● Information shown
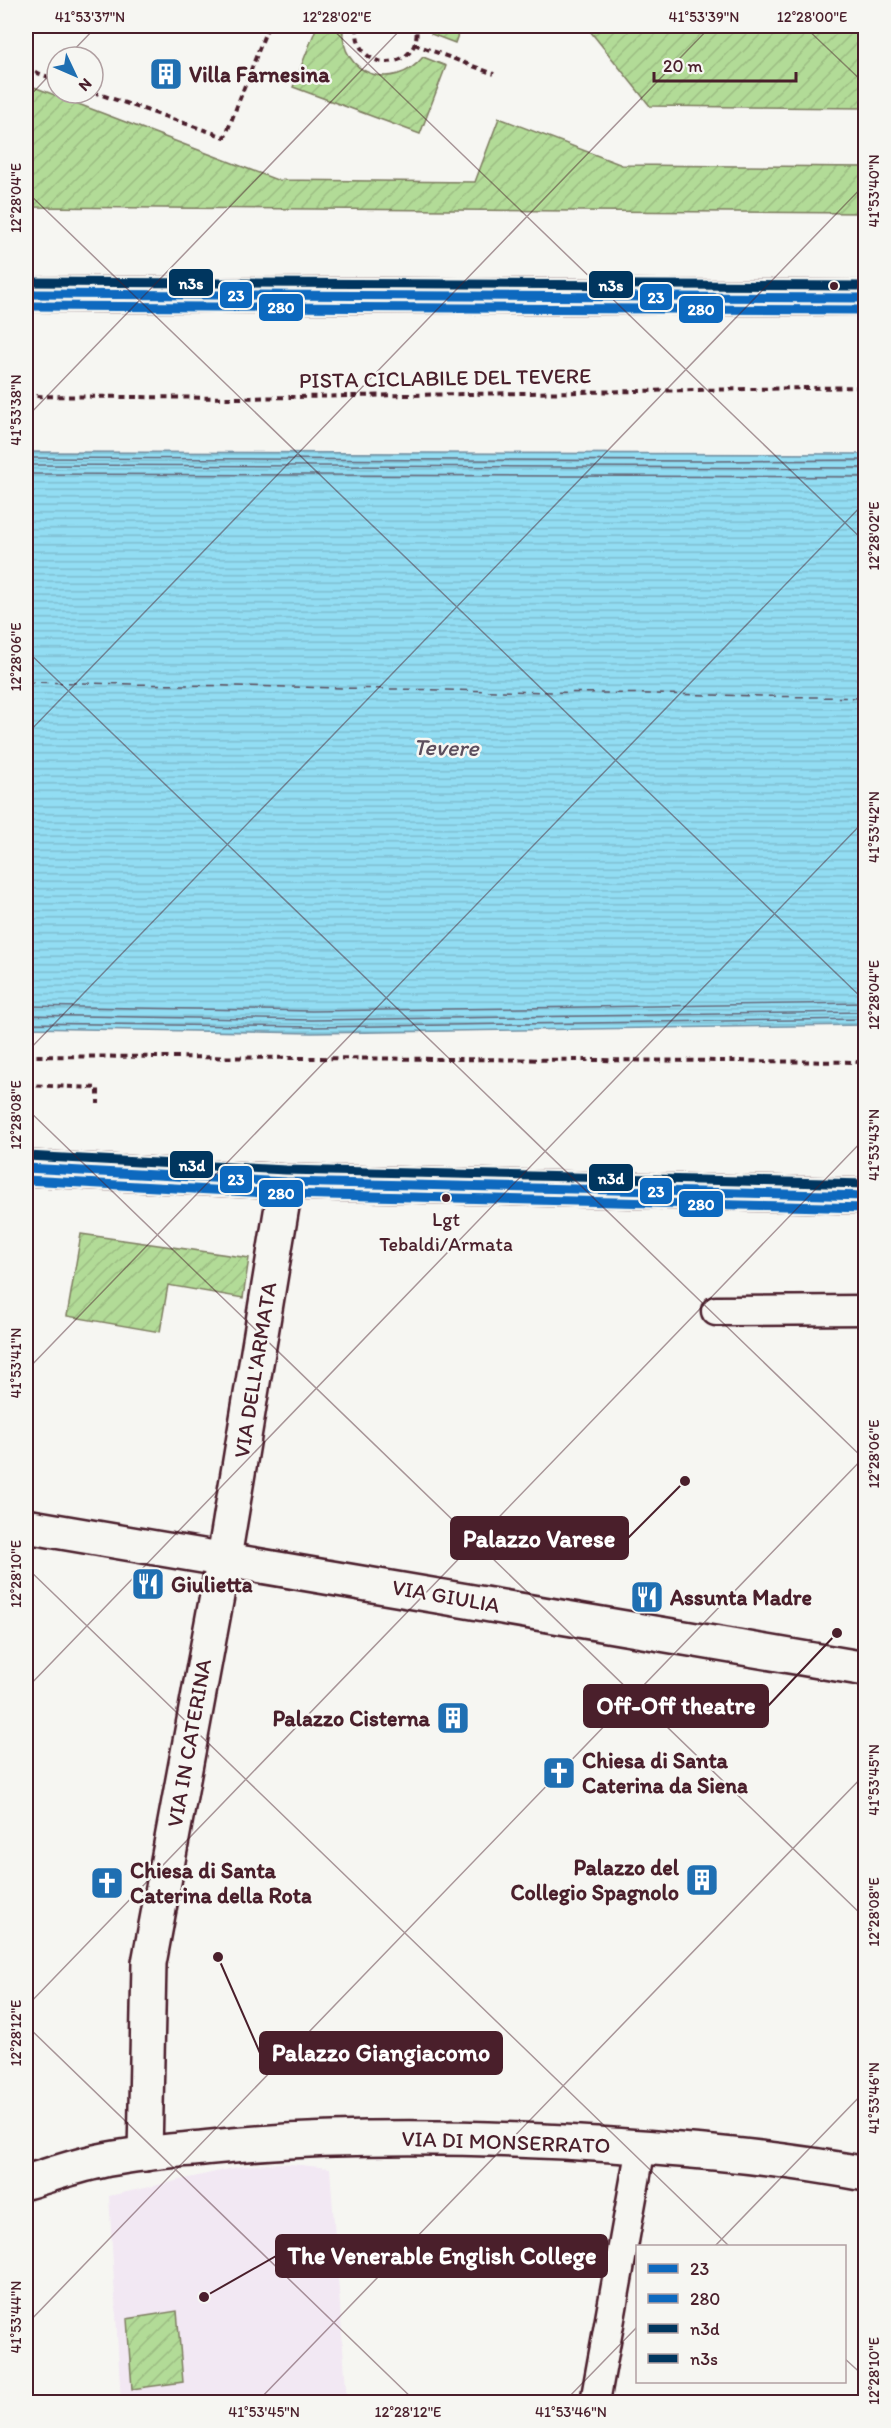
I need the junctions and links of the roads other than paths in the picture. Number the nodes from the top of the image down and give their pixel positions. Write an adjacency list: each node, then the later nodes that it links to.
1 (26, 294): 2 (street)
2 (866, 298)
3 (26, 1168): 4 (street)
4 (286, 1182): 5 (street); 9 (street, VIA DELL'ARMATA)
5 (866, 1196)
6 (866, 1310): 7 (lane)
7 (716, 1311)
8 (26, 1526): 9 (street, VIA GIULIA)
9 (224, 1558): 10 (street, VIA GIULIA); 12 (street, VIA IN CATERINA)
10 (866, 1669)
11 (641, 2147): 12 (street, VIA DI MONSERRATO); 13 (street, VIA DI MONSERRATO); 15 (lane)
12 (145, 2154): 14 (street, VIA DI MONSERRATO)
13 (866, 2174)
14 (26, 2182)
15 (595, 2403)

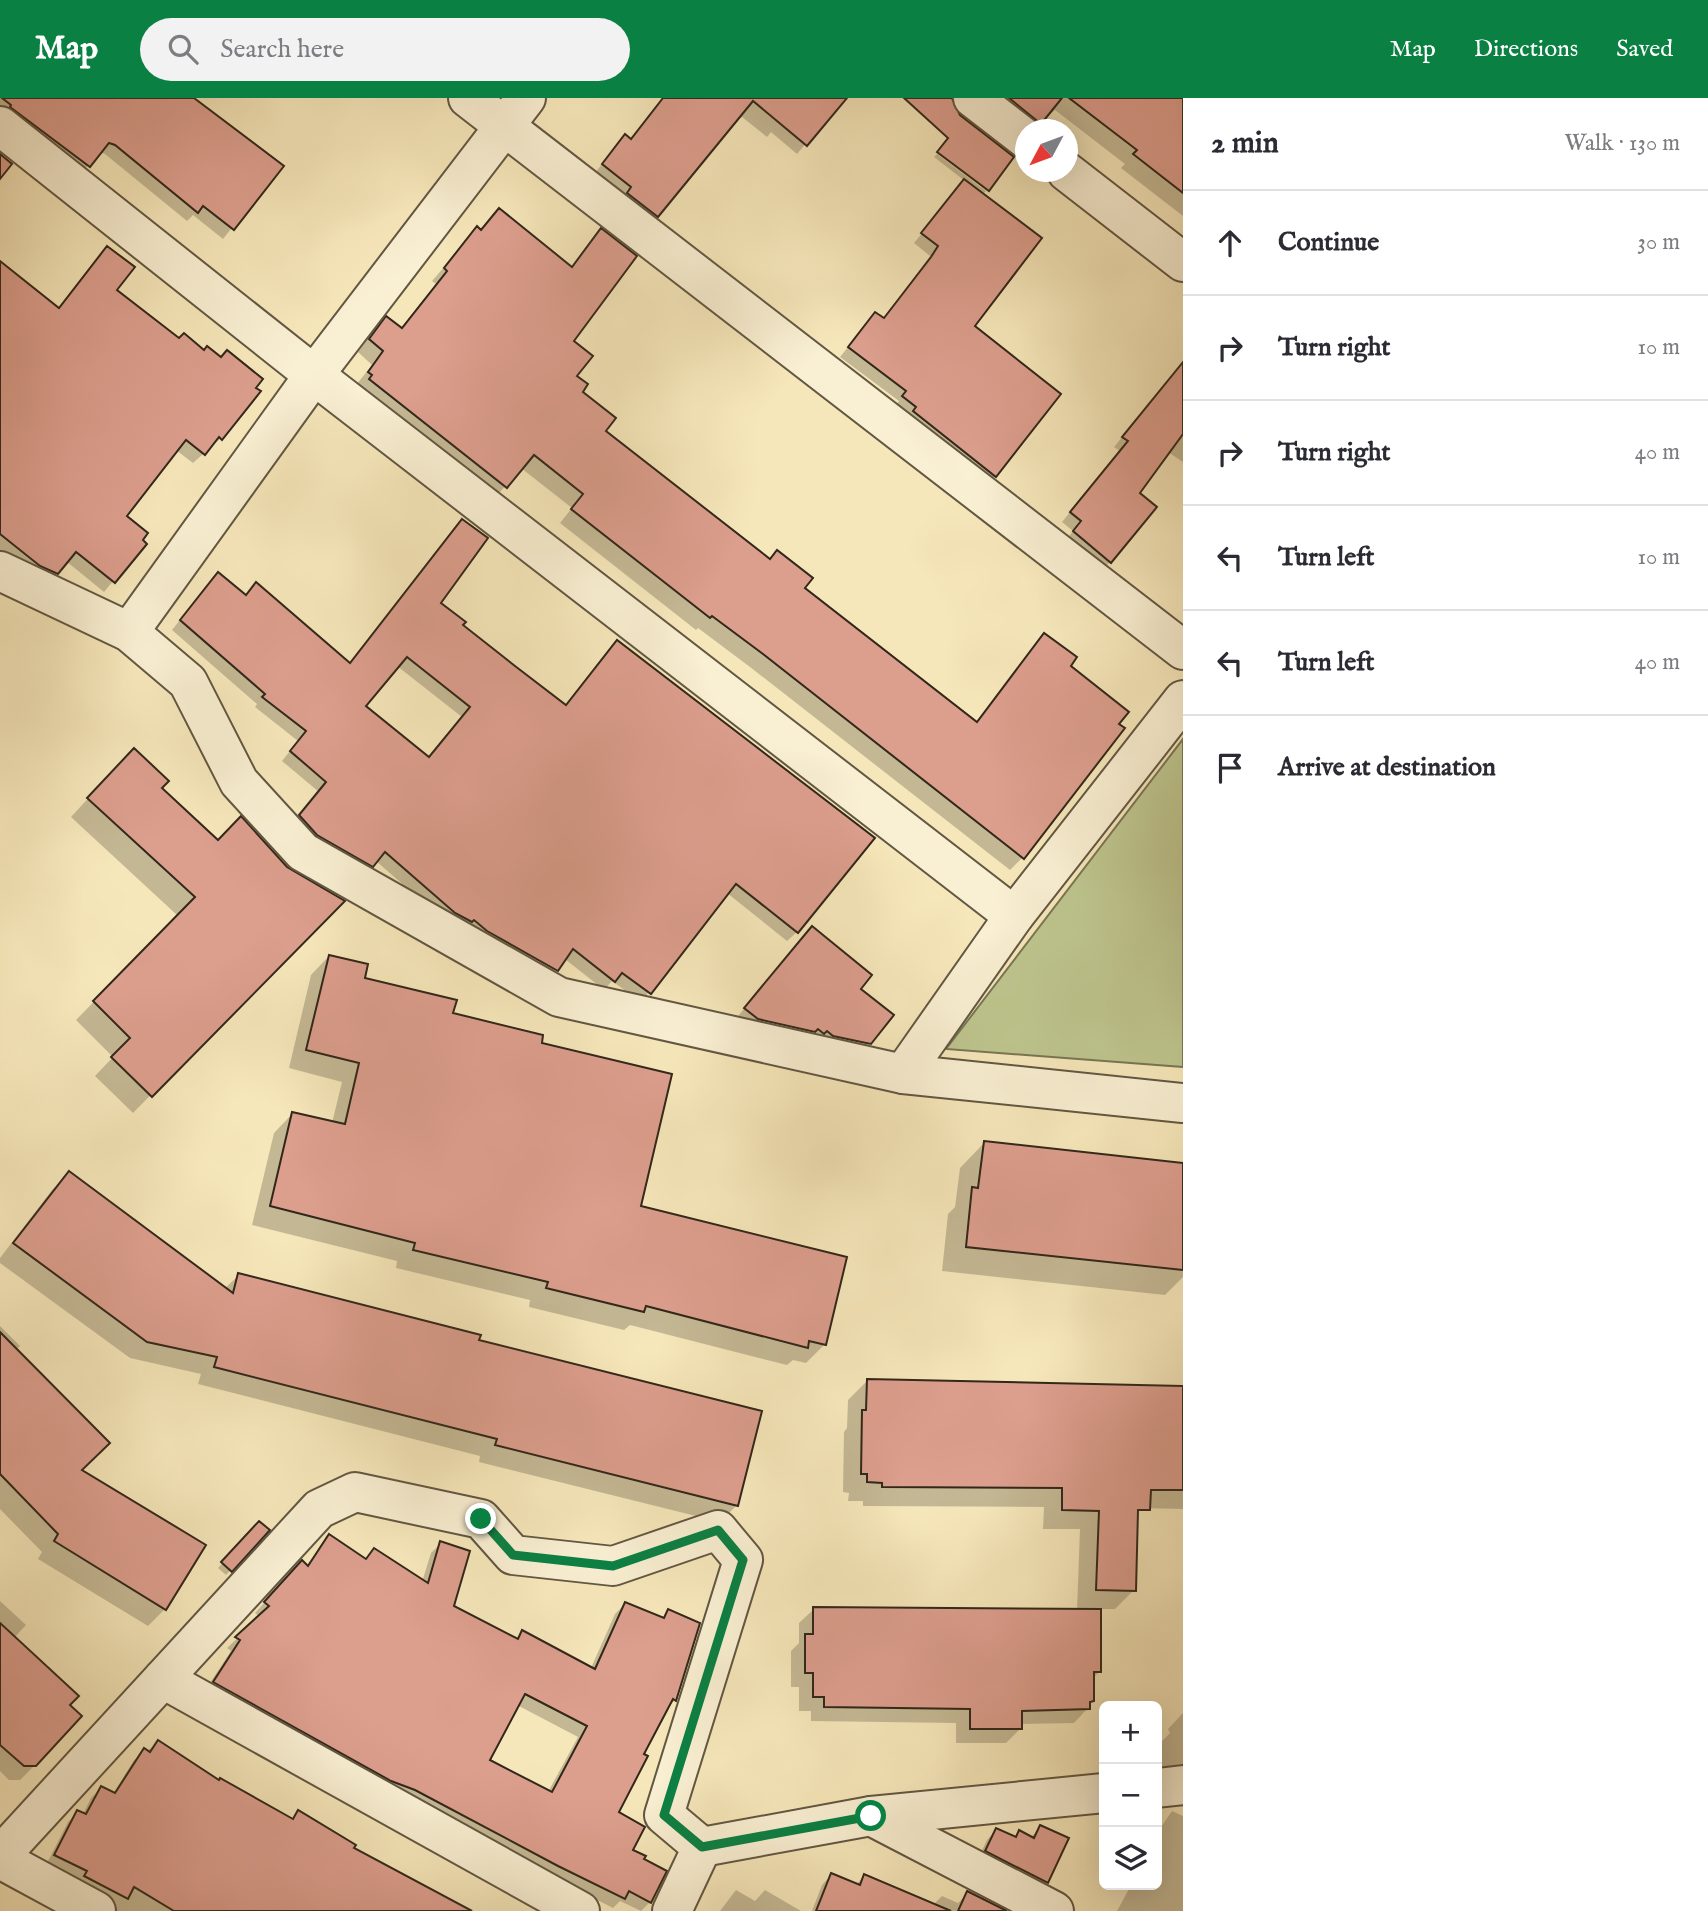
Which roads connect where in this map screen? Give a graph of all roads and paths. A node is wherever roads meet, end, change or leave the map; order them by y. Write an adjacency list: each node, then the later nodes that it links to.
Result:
1 (468, 98): 3 (street)
2 (973, 98): 5 (street)
3 (516, 112): 8 (street); 11 (street)
4 (0, 126): 8 (street)
5 (1015, 130)
6 (1078, 181): 7 (street)
7 (1183, 262)
8 (314, 375): 10 (street); 13 (street)
9 (0, 571): 10 (street)
10 (129, 632): 14 (street)
11 (1183, 650)
12 (1183, 700): 13 (street)
13 (1014, 916): 14 (street)
14 (903, 1074): 15 (street)
15 (1183, 1103)
16 (163, 1679): 21 (street); 22 (street); 24 (street)
17 (1183, 1785): 18 (street)
18 (1162, 1787)
19 (1099, 1793): 20 (street)
20 (871, 1816): 21 (street); 26 (street)
21 (702, 1847): 25 (street)
22 (0, 1857): 23 (street)
23 (96, 1911)
24 (580, 1911)
25 (671, 1911)
26 (1054, 1911)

● Action item
Retype every record as it stands. None of the pictures should appear.

● Response to this exercise
I need the junctions and links of the roads other than paths in the picture. Number the nodes from the top of the image down and give their pixel positions. Write an adjacency list: each node, then the later nodes that it links to.
1 (26, 294): 2 (street)
2 (866, 298)
3 (26, 1168): 4 (street)
4 (286, 1182): 5 (street); 9 (street, VIA DELL'ARMATA)
5 (866, 1196)
6 (866, 1310): 7 (lane)
7 (716, 1311)
8 (26, 1526): 9 (street, VIA GIULIA)
9 (224, 1558): 10 (street, VIA GIULIA); 12 (street, VIA IN CATERINA)
10 (866, 1669)
11 (641, 2147): 12 (street, VIA DI MONSERRATO); 13 (street, VIA DI MONSERRATO); 15 (lane)
12 (145, 2154): 14 (street, VIA DI MONSERRATO)
13 (866, 2174)
14 (26, 2182)
15 (595, 2403)

Which roads connect where in this map screen? Give a graph of all roads and paths. A node is wherever roads meet, end, change or leave the map; order them by y. Write an adjacency list: each node, then the later nodes that it links to.
Result:
1 (468, 98): 3 (street)
2 (973, 98): 5 (street)
3 (516, 112): 8 (street); 11 (street)
4 (0, 126): 8 (street)
5 (1015, 130)
6 (1078, 181): 7 (street)
7 (1183, 262)
8 (314, 375): 10 (street); 13 (street)
9 (0, 571): 10 (street)
10 (129, 632): 14 (street)
11 (1183, 650)
12 (1183, 700): 13 (street)
13 (1014, 916): 14 (street)
14 (903, 1074): 15 (street)
15 (1183, 1103)
16 (163, 1679): 21 (street); 22 (street); 24 (street)
17 (1183, 1785): 18 (street)
18 (1162, 1787)
19 (1099, 1793): 20 (street)
20 (871, 1816): 21 (street); 26 (street)
21 (702, 1847): 25 (street)
22 (0, 1857): 23 (street)
23 (96, 1911)
24 (580, 1911)
25 (671, 1911)
26 (1054, 1911)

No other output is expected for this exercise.